Wow, this was a tough one! :-)
Using your script, I reproduced the problem. There was something very odd about it all though, so first, I trimmed out the rebase step, leaving this (slightly modified) script:
#!/bin/sh
set -e
if [ -d testing_git ]; then
echo test dir testing_git already exists - halting
exit 1
fi
mkdir testing_git
cd testing_git
git init
touch main.txt
git add .
git commit -m "initial commit"
# setup B branch
git checkout -b B
echo hello > test.txt
git add .
git commit -m "added test.txt"
# setup master
git checkout master
echo hello > test.txt
git add .
git commit -m "added test.txt"
rm test.txt
git add .
git commit -m "remove test.txt"
Once run, inspecting the commits, I get this:
$ git log --graph --decorate | sed 's/@/ /'
* commit 249e4893ea7458f45fe5cdc496ddc0292a3f03ef (HEAD -> master)
| Author: Chris Torek <chris.torek gmail.com>
| Date: Thu May 5 20:28:02 2016 -0700
|
| remove test.txt
|
* commit a132dc9e3939b5338f7c784c58da9c83f4902c8d (B)
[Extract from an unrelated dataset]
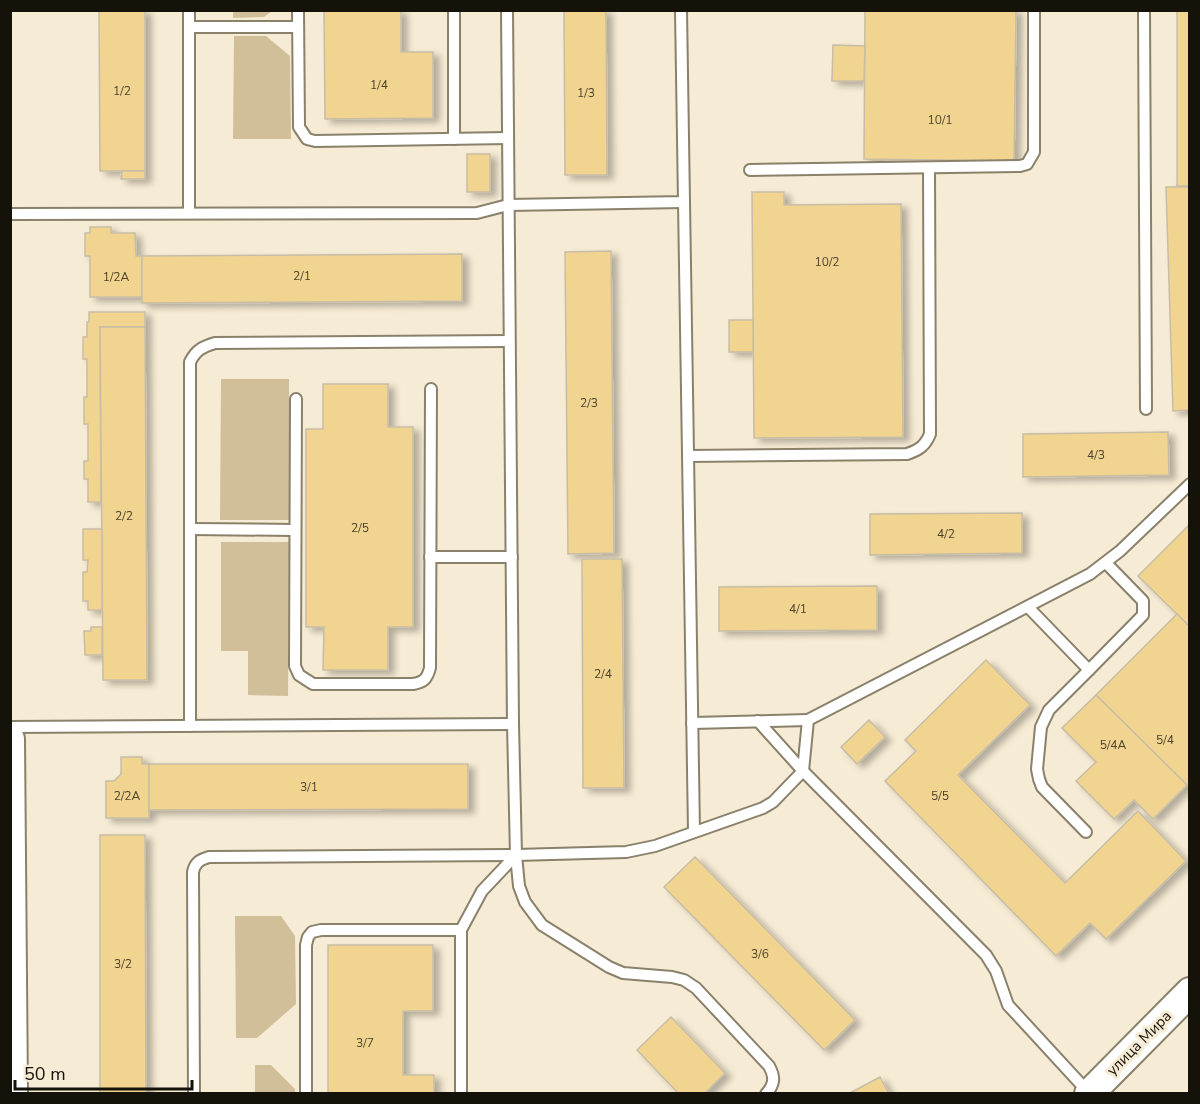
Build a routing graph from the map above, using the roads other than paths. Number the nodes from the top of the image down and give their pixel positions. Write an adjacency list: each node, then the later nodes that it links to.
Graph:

| Author: Chris Torek <chris.torek gmail.com>
| Date: Thu May 5 20:28:02 2016 -0700
|
| added test.txt
|
* commit 81c4d9be82094fdb4c88ed0a53bdbd5c3dfd7a5a
Author: Chris Torek <chris.torek gmail.com>
Date: Thu May 5 20:28:02 2016 -0700
initial commit
Note that master
's parent commit is branch B
's commit, and there are just three commits, not four. How can this be, when the script runs four git commit
commands?
Now let's add sleep 2
to the script, right after git checkout master
, and re-run it and see what happens...
[edit]
$ sh testrebase.sh
[snip output]
$ cd testing_git && git log --oneline --decorate --graph --all
* cddbff1 (HEAD -> master) remove test.txt
* c4ac1b2 added test.txt
| * fefc150 (B) added test.txt
|/
* 8c07bb6 initial commit
Whoa, now we have four commits, and a proper branch!
Why did the first script make three commits, and adding sleep 2
change it to make four commits?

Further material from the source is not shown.